§ EXERCISE:
Which of the lines in the listing that follows hold "Colony"? Pull each one out.

§ MATERIAL SHOWN:
════════════════════

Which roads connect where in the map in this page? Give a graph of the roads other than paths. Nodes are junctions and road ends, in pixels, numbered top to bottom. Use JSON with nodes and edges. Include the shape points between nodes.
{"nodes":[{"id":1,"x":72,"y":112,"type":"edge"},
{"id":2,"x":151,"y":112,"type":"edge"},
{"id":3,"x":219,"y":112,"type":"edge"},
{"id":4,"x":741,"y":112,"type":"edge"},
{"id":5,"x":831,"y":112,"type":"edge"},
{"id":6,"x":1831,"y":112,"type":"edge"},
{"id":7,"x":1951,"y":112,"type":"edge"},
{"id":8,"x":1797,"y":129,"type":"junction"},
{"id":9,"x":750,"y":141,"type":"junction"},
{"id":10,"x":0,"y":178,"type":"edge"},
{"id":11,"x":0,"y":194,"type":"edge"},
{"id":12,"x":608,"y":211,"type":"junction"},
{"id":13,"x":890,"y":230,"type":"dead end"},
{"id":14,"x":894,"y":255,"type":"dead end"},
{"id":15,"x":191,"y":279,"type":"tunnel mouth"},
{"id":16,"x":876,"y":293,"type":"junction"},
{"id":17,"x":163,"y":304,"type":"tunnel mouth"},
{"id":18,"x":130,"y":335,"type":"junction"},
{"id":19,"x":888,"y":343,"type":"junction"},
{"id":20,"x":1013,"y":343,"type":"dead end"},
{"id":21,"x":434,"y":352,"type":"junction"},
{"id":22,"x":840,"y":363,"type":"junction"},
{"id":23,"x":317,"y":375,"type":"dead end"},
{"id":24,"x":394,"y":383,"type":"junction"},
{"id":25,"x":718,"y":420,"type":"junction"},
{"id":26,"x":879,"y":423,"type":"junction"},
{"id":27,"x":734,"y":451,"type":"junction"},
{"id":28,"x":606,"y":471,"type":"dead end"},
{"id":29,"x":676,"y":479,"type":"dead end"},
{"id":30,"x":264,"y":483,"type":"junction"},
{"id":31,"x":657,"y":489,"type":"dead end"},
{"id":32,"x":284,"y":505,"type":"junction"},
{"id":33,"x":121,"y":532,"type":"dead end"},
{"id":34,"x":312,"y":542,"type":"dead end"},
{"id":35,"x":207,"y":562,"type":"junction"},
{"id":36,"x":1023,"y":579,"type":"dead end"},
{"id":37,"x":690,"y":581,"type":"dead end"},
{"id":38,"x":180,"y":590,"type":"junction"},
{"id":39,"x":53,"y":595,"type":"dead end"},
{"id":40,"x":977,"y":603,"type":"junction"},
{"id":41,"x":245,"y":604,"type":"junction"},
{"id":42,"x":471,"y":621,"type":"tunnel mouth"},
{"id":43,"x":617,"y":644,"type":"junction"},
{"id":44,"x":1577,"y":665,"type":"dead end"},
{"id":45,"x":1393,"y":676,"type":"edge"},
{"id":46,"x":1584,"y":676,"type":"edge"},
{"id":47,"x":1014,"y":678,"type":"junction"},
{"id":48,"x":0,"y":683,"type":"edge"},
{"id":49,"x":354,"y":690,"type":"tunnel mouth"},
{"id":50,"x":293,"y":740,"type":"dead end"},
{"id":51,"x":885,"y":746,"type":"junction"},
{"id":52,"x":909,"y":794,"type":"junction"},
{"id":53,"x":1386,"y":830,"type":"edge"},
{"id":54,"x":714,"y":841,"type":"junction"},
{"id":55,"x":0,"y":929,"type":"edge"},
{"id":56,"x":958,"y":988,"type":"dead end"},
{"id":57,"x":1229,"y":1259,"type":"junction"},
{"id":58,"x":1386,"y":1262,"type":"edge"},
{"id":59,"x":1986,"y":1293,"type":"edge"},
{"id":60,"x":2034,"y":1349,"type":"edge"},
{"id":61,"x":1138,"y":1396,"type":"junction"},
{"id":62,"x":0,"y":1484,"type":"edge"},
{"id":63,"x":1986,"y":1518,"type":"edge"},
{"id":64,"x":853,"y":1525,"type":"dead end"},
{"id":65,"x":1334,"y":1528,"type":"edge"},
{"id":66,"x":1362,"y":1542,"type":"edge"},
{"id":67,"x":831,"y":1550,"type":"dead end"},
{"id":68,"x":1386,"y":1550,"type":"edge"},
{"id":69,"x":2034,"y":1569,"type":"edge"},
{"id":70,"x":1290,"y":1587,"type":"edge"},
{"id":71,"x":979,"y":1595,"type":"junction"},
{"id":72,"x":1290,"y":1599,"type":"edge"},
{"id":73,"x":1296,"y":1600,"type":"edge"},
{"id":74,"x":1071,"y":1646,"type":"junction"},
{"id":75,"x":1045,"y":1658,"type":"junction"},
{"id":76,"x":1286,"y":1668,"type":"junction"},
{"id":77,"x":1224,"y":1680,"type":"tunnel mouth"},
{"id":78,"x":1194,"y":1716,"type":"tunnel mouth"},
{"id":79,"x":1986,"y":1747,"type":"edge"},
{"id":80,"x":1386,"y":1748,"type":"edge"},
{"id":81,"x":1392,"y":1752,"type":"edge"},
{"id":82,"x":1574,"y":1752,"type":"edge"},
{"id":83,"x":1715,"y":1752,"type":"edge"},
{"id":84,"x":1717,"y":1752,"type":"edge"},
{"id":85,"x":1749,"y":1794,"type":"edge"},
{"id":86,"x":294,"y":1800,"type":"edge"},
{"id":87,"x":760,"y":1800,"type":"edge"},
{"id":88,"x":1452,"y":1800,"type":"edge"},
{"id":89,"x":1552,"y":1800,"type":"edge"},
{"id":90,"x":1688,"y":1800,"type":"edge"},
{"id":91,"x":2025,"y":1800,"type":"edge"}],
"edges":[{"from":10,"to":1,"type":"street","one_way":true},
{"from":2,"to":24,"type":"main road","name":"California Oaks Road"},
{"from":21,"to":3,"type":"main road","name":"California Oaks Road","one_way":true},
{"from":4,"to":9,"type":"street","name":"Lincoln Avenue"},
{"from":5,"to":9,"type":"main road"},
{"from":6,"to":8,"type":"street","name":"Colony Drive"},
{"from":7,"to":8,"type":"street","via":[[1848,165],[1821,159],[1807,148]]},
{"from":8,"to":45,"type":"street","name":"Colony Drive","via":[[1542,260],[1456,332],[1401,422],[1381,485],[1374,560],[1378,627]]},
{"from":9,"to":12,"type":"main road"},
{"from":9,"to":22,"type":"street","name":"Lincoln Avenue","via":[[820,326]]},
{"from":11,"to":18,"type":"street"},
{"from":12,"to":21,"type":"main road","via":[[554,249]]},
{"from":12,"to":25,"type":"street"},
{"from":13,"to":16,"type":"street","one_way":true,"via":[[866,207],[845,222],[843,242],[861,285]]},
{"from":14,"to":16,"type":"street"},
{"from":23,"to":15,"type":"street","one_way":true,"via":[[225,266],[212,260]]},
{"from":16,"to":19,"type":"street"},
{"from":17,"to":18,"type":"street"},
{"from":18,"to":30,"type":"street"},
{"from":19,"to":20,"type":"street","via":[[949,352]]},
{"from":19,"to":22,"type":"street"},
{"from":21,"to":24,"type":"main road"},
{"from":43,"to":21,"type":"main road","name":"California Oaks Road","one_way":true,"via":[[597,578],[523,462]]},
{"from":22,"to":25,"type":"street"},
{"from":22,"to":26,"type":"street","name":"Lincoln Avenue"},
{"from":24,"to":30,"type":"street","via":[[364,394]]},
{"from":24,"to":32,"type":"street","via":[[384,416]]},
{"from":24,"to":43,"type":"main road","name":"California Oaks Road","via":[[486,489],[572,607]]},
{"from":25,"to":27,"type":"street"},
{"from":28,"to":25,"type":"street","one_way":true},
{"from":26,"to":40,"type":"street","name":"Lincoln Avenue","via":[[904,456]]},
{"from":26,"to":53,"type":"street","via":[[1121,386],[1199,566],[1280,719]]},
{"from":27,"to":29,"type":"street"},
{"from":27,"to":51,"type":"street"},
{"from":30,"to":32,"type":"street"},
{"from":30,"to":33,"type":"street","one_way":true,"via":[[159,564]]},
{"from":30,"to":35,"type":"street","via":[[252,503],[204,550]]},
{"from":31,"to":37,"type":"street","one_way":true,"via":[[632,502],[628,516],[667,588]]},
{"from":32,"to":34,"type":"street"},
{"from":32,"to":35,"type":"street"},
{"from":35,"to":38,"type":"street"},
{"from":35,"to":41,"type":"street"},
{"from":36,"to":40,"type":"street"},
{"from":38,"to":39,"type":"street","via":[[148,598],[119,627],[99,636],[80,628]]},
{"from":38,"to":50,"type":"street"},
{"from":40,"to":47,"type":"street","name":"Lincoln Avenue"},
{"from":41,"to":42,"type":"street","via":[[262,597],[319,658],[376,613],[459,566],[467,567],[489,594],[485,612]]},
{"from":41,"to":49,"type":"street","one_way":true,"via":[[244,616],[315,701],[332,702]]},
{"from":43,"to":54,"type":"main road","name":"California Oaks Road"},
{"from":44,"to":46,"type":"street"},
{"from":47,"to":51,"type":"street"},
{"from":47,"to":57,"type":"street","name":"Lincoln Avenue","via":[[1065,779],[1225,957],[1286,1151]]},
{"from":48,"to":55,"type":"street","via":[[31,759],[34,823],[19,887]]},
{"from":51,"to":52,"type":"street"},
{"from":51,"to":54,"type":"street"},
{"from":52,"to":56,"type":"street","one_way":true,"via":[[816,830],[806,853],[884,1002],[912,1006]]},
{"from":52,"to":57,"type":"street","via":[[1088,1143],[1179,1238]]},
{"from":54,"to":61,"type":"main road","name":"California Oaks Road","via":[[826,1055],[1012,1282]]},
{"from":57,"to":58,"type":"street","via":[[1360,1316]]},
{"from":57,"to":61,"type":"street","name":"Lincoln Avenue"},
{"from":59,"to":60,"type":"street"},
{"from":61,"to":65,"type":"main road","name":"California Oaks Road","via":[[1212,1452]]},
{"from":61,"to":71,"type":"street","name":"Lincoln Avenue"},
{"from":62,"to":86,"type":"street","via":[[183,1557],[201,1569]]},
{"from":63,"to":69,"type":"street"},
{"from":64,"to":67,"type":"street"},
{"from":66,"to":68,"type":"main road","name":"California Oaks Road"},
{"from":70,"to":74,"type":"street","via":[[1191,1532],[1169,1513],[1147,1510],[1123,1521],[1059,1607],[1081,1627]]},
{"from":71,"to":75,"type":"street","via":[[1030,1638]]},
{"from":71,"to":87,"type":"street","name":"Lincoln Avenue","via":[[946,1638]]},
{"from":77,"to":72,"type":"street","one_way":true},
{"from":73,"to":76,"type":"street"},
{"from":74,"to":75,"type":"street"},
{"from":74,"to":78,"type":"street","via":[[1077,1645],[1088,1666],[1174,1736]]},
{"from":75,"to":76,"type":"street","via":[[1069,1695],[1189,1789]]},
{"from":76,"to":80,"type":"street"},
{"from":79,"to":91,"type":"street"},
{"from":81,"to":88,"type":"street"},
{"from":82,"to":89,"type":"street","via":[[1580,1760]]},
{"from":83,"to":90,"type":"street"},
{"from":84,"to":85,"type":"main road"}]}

════════════════════

§ ANSWER TO THE EXERCISE:
{"from":6,"to":8,"type":"street","name":"Colony Drive"},
{"from":8,"to":45,"type":"street","name":"Colony Drive","via":[[1542,260],[1456,332],[1401,422],[1381,485],[1374,560],[1378,627]]},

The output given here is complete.